(Stored data)

'''

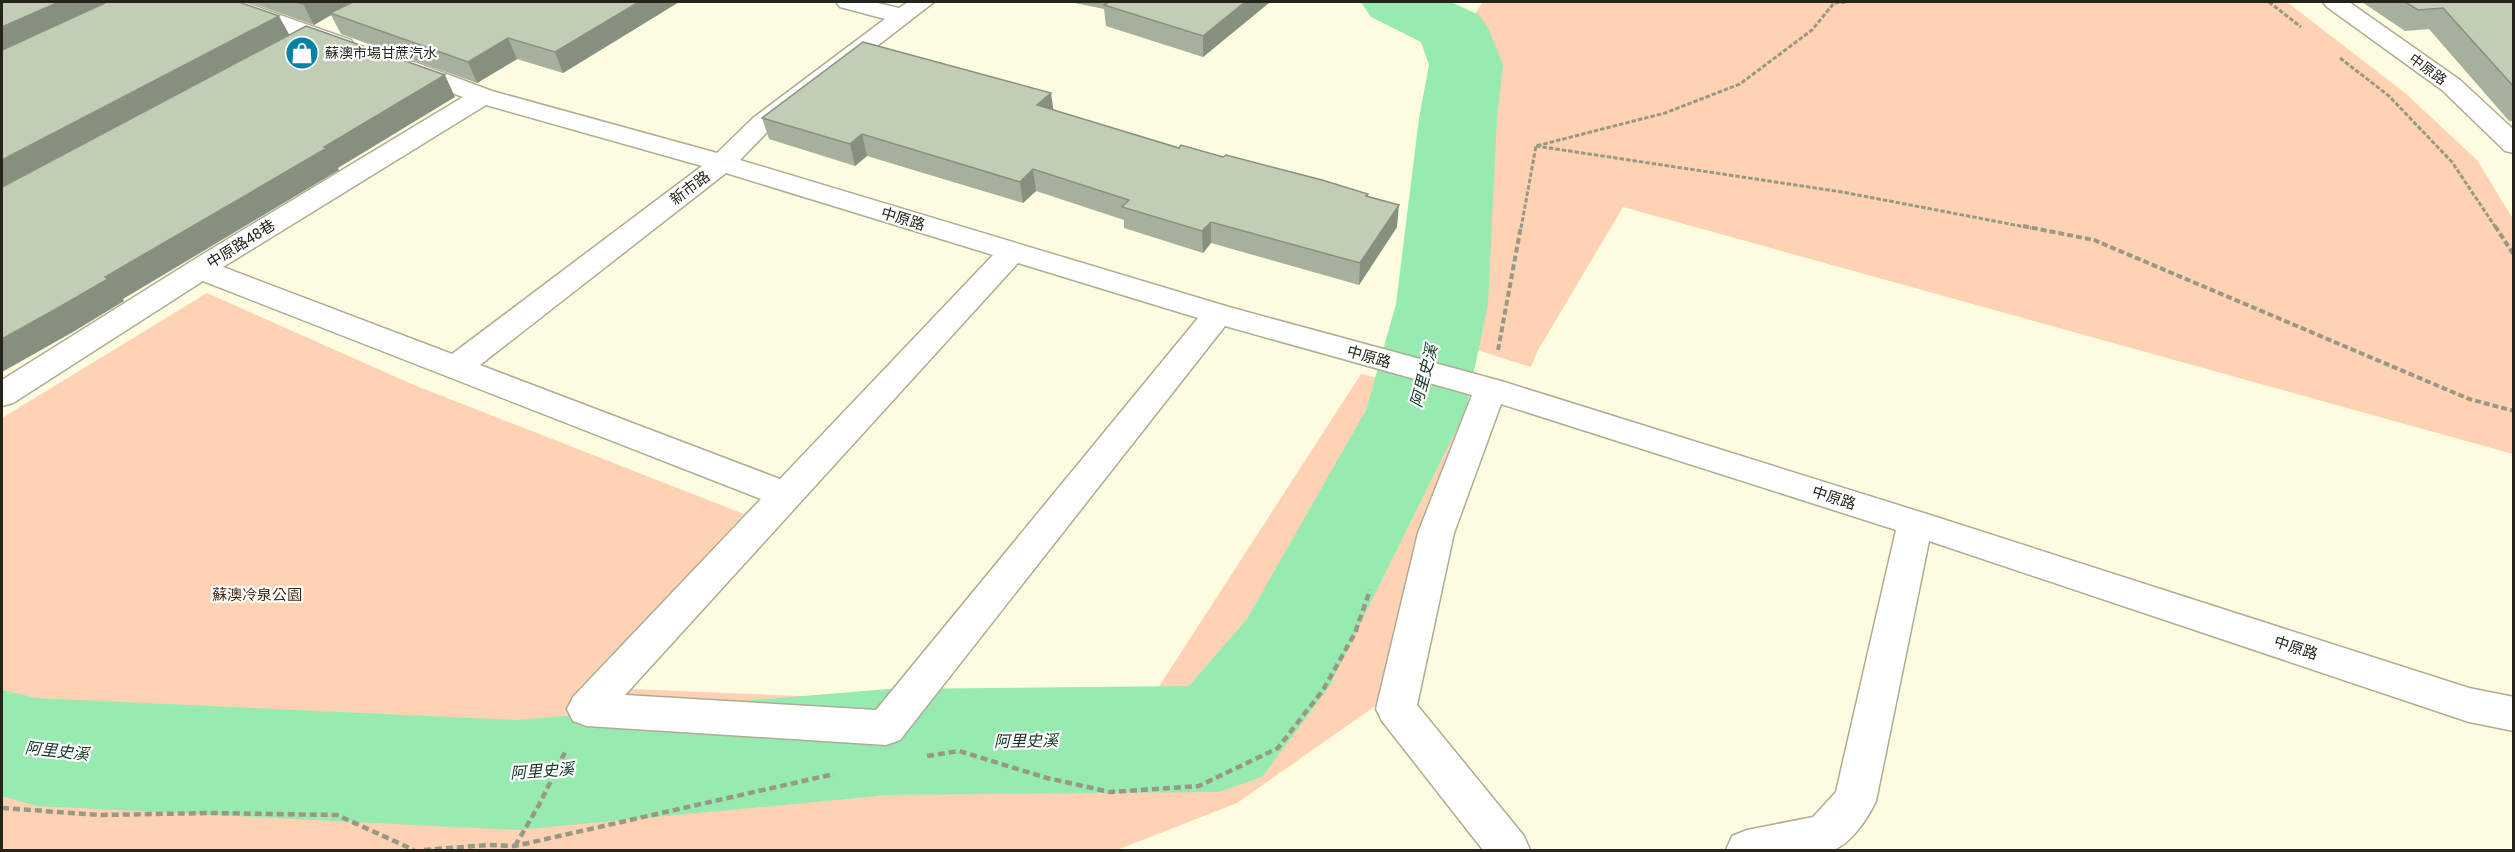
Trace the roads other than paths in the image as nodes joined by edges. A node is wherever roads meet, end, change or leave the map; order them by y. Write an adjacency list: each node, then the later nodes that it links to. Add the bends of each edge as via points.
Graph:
1 (223, 2): 6 (street, 中原路)
2 (848, 2): 4 (street)
3 (2335, 2): 9 (street, 中原路, via 2451,85)
4 (912, 9): 10 (street, 新市路, via 762,123)
5 (347, 18): 6 (street)
6 (315, 35): 7 (street); 8 (street, 中原路)
7 (284, 52)
8 (483, 96): 10 (street, 中原路); 12 (street, 中原路48巷)
9 (2514, 145)
10 (722, 163): 11 (street, 中原路); 14 (street, 新市路)
11 (1012, 252): 13 (street, 中原路); 17 (street)
12 (200, 269): 14 (street); 16 (street, 中原路48巷)
13 (1218, 314): 15 (street, 中原路); 17 (street, via 886,728 587,709)
14 (454, 369): 17 (street)
15 (1490, 389): 18 (street, 中原路); 20 (street, via 1436,533 1396,709)
16 (2, 395)
17 (785, 495)
18 (1915, 523): 19 (street, 中原路, via 2469,705); 21 (street, via 1855,801 1825,834)
19 (2514, 714)
20 (1509, 850)
21 (1747, 850)

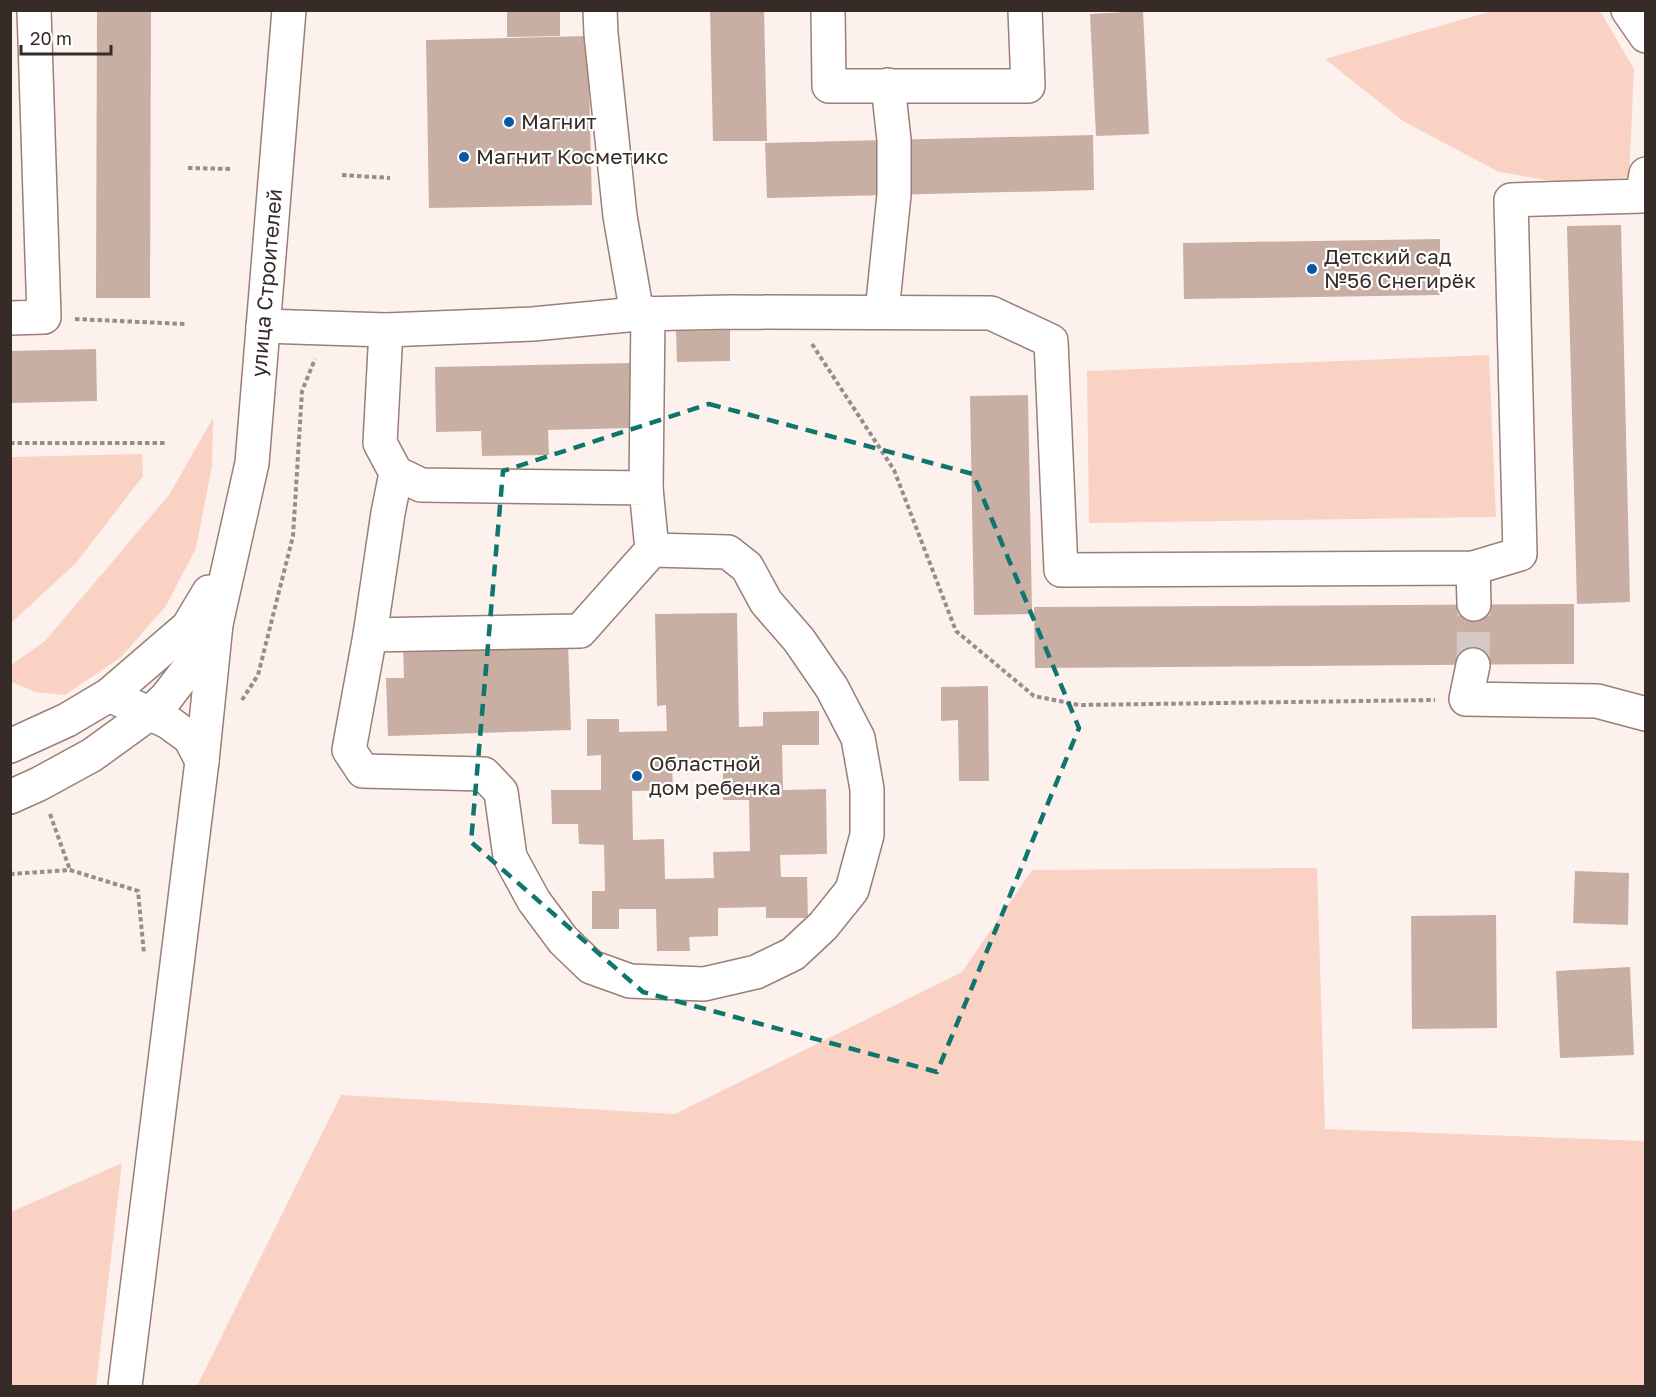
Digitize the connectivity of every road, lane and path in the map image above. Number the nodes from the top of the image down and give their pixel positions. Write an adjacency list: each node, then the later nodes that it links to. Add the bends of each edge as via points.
1 (34, 10): 17 (main road)
2 (289, 10): 19 (main road, улица Строителей)
3 (828, 10): 8 (main road, via 830,86)
4 (1025, 10): 8 (main road, via 1029,86)
5 (1628, 10): 7 (main road)
6 (606, 18): 15 (main road, via 620,216)
7 (1646, 36)
8 (888, 85): 14 (main road, via 894,195)
9 (188, 168): 10 (path)
10 (233, 169)
11 (1646, 174): 28 (main road, via 1642,196 1511,200 1520,554)
12 (342, 175): 13 (path)
13 (390, 178)
14 (882, 312): 15 (main road); 28 (main road, via 991,313 1051,340 1061,570)
15 (642, 314): 21 (main road, via 533,324); 25 (main road)
16 (10, 318): 17 (main road)
17 (44, 318): 18 (path)
18 (185, 324)
19 (263, 326): 20 (main road); 27 (main road, улица Строителей, via 252,463)
20 (328, 328): 21 (main road); 34 (path, via 302,391 294,536 258,675)
21 (386, 330): 24 (main road, via 380,443)
22 (10, 443): 23 (path)
23 (165, 443)
24 (396, 473): 25 (main road, via 421,485); 31 (main road)
25 (646, 488): 26 (main road)
26 (652, 550): 31 (main road, via 580,631); 31 (main road, via 728,552 747,567 766,602 799,640 832,688 858,738 867,789 867,835 852,890 824,926 793,954 756,972 704,984 630,981 591,967 563,940 514,866 501,792 484,774 363,771 349,750)
27 (231, 554): 30 (main road, улица Строителей); 33 (main road, улица Строителей, via 188,627)
28 (1473, 568): 29 (main road)
29 (1474, 604)
30 (216, 624): 35 (main road, улица Строителей, via 193,663); 38 (main road)
31 (370, 635)
32 (1473, 665): 36 (main road, via 1466,699 1597,701)
33 (109, 695): 35 (main road); 37 (main road, улица Строителей)
34 (239, 704)
35 (150, 713): 38 (main road, via 190,738); 39 (main road, улица Строителей, via 92,755)
36 (1646, 714)
37 (10, 746)
38 (202, 760): 41 (main road)
39 (10, 797)
40 (10, 874): 41 (path, via 70,870 138,891 146,970)
41 (177, 963): 42 (main road)
42 (125, 1386)

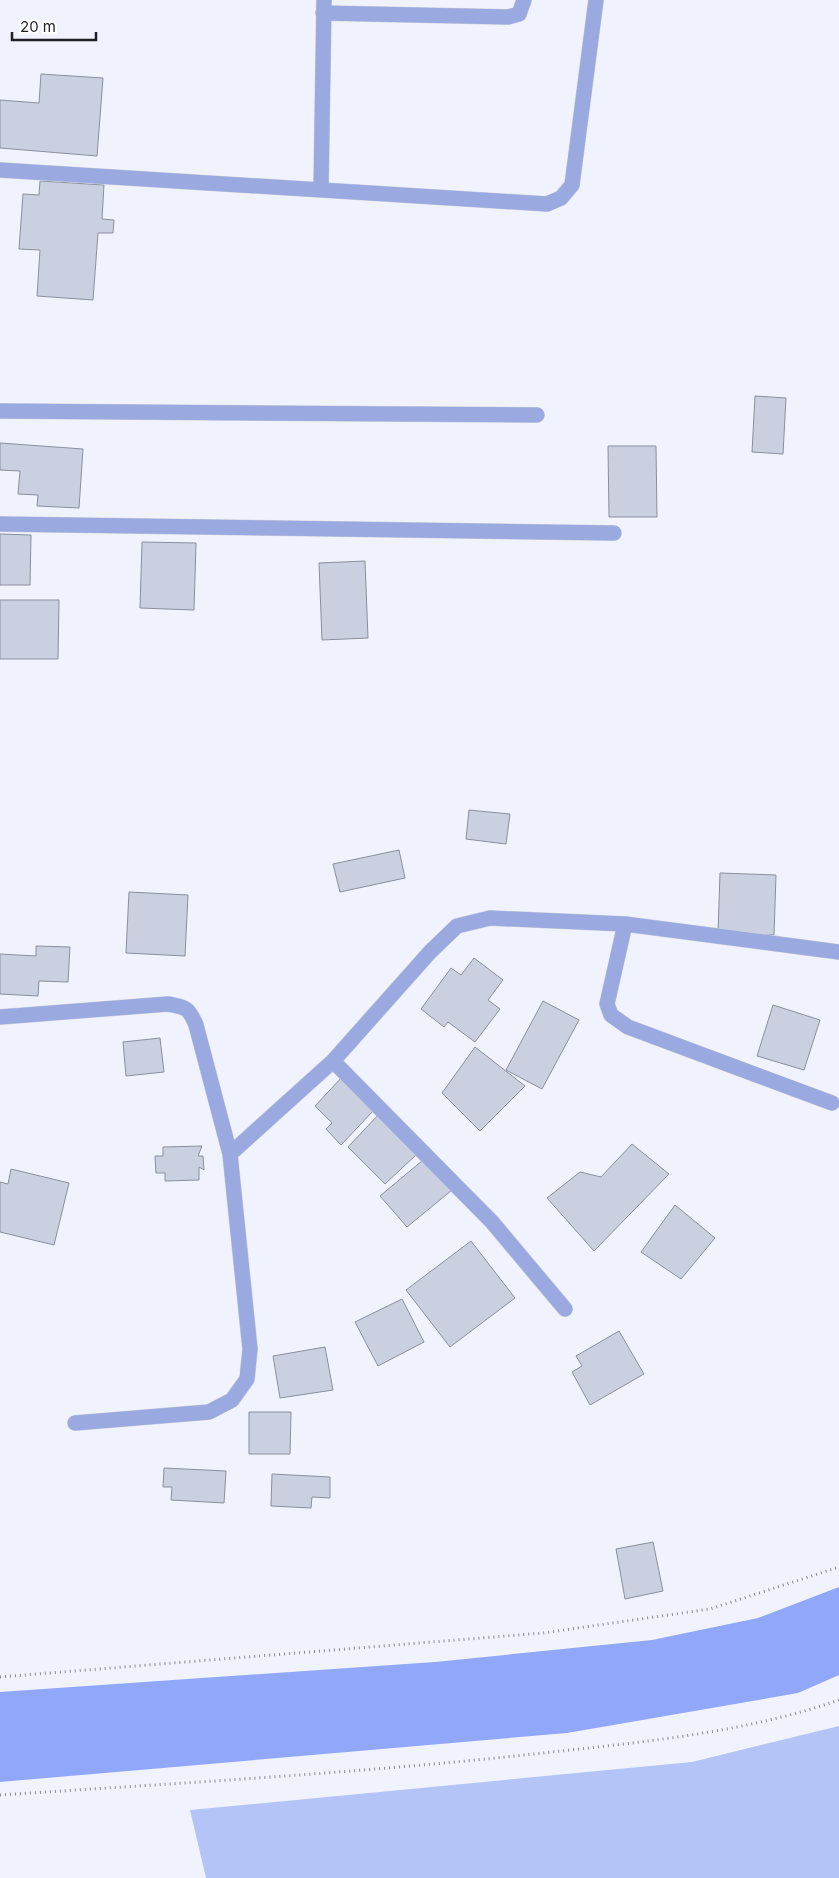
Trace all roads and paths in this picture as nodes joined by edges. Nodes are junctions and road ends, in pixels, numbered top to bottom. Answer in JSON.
{"nodes":[{"id":1,"x":524,"y":0,"type":"edge"},
{"id":2,"x":596,"y":0,"type":"edge"},
{"id":3,"x":324,"y":7,"type":"edge"},
{"id":4,"x":0,"y":170,"type":"edge"},
{"id":5,"x":321,"y":189,"type":"junction"},
{"id":6,"x":0,"y":410,"type":"edge"},
{"id":7,"x":537,"y":415,"type":"dead end"},
{"id":8,"x":0,"y":524,"type":"edge"},
{"id":9,"x":614,"y":534,"type":"dead end"},
{"id":10,"x":625,"y":924,"type":"junction"},
{"id":11,"x":839,"y":952,"type":"edge"},
{"id":12,"x":0,"y":1017,"type":"edge"},
{"id":13,"x":334,"y":1061,"type":"junction"},
{"id":14,"x":832,"y":1103,"type":"dead end"},
{"id":15,"x":230,"y":1154,"type":"junction"},
{"id":16,"x":565,"y":1309,"type":"dead end"},
{"id":17,"x":74,"y":1423,"type":"dead end"},
{"id":18,"x":839,"y":1567,"type":"edge"},
{"id":19,"x":0,"y":1677,"type":"edge"},
{"id":20,"x":839,"y":1700,"type":"edge"},
{"id":21,"x":0,"y":1795,"type":"edge"}],
"edges":[{"from":1,"to":3,"type":"street"},
{"from":2,"to":5,"type":"street"},
{"from":3,"to":5,"type":"street"},
{"from":4,"to":5,"type":"street"},
{"from":6,"to":7,"type":"street"},
{"from":8,"to":9,"type":"street"},
{"from":10,"to":11,"type":"street"},
{"from":10,"to":13,"type":"street"},
{"from":10,"to":14,"type":"street"},
{"from":12,"to":15,"type":"street"},
{"from":13,"to":15,"type":"street"},
{"from":13,"to":16,"type":"street"},
{"from":15,"to":17,"type":"street"},
{"from":18,"to":19,"type":"path"},
{"from":20,"to":21,"type":"path"}]}
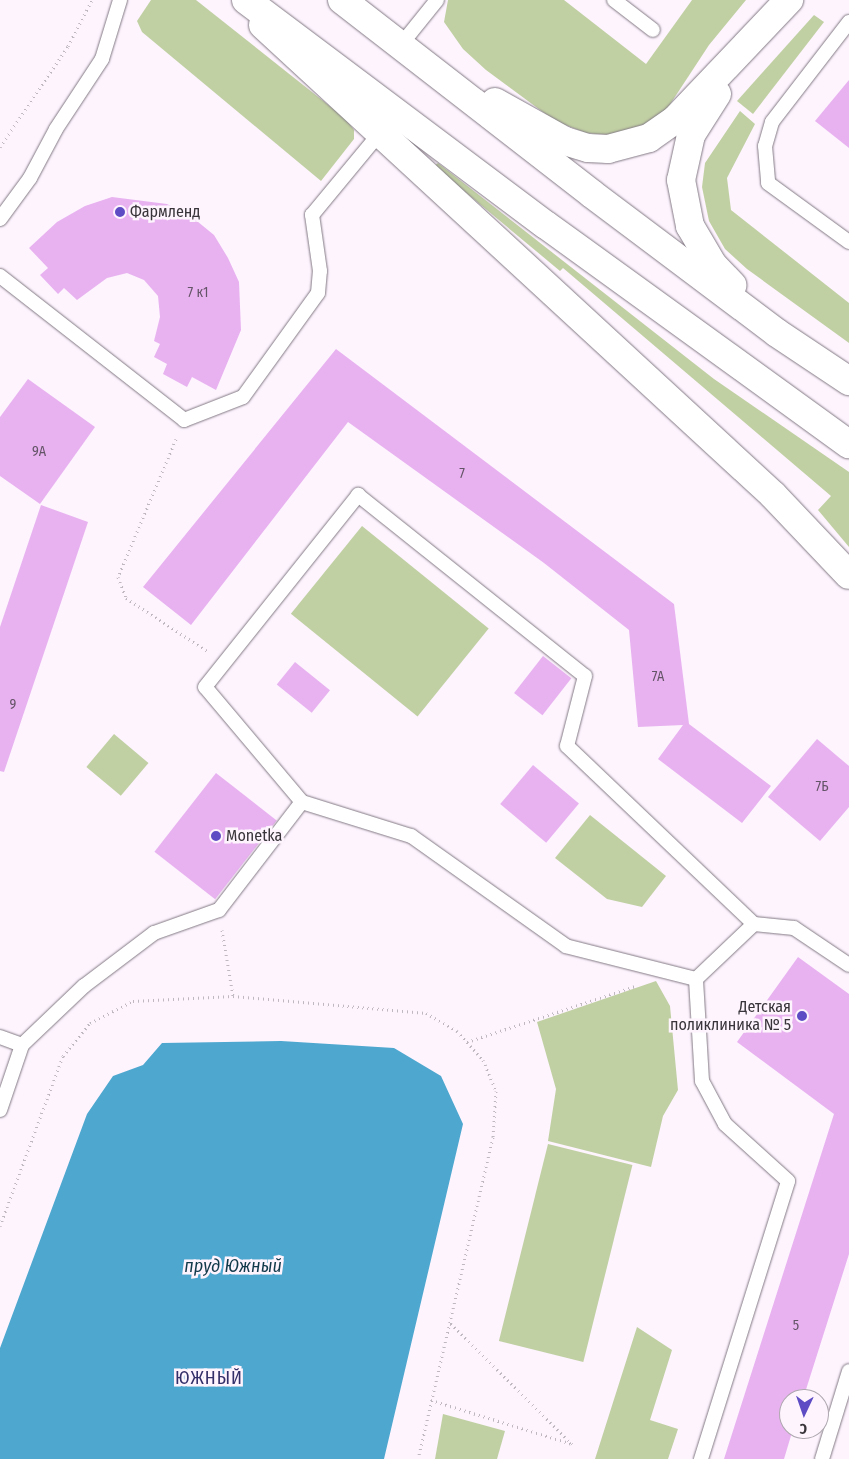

'''

# [EXERCISE PROMPT]
Whichever lines of the records above hold the word "joined" should all be copied out.

# [RESULT OF THIS EXERCISE]
Trace the roads other than paths in the image as nodes joined by edges. A node is wherever roads meet, end, change or leave the map; order them by y. Write an adjacency list: each node, then the later nodes that it links to. Add the bends of each edge as via points.
Trace all roads and paths in this picture as nodes joined by edges. Nodes are junctions and road ends, in pixels, numbered top to bottom. Answer in JSON.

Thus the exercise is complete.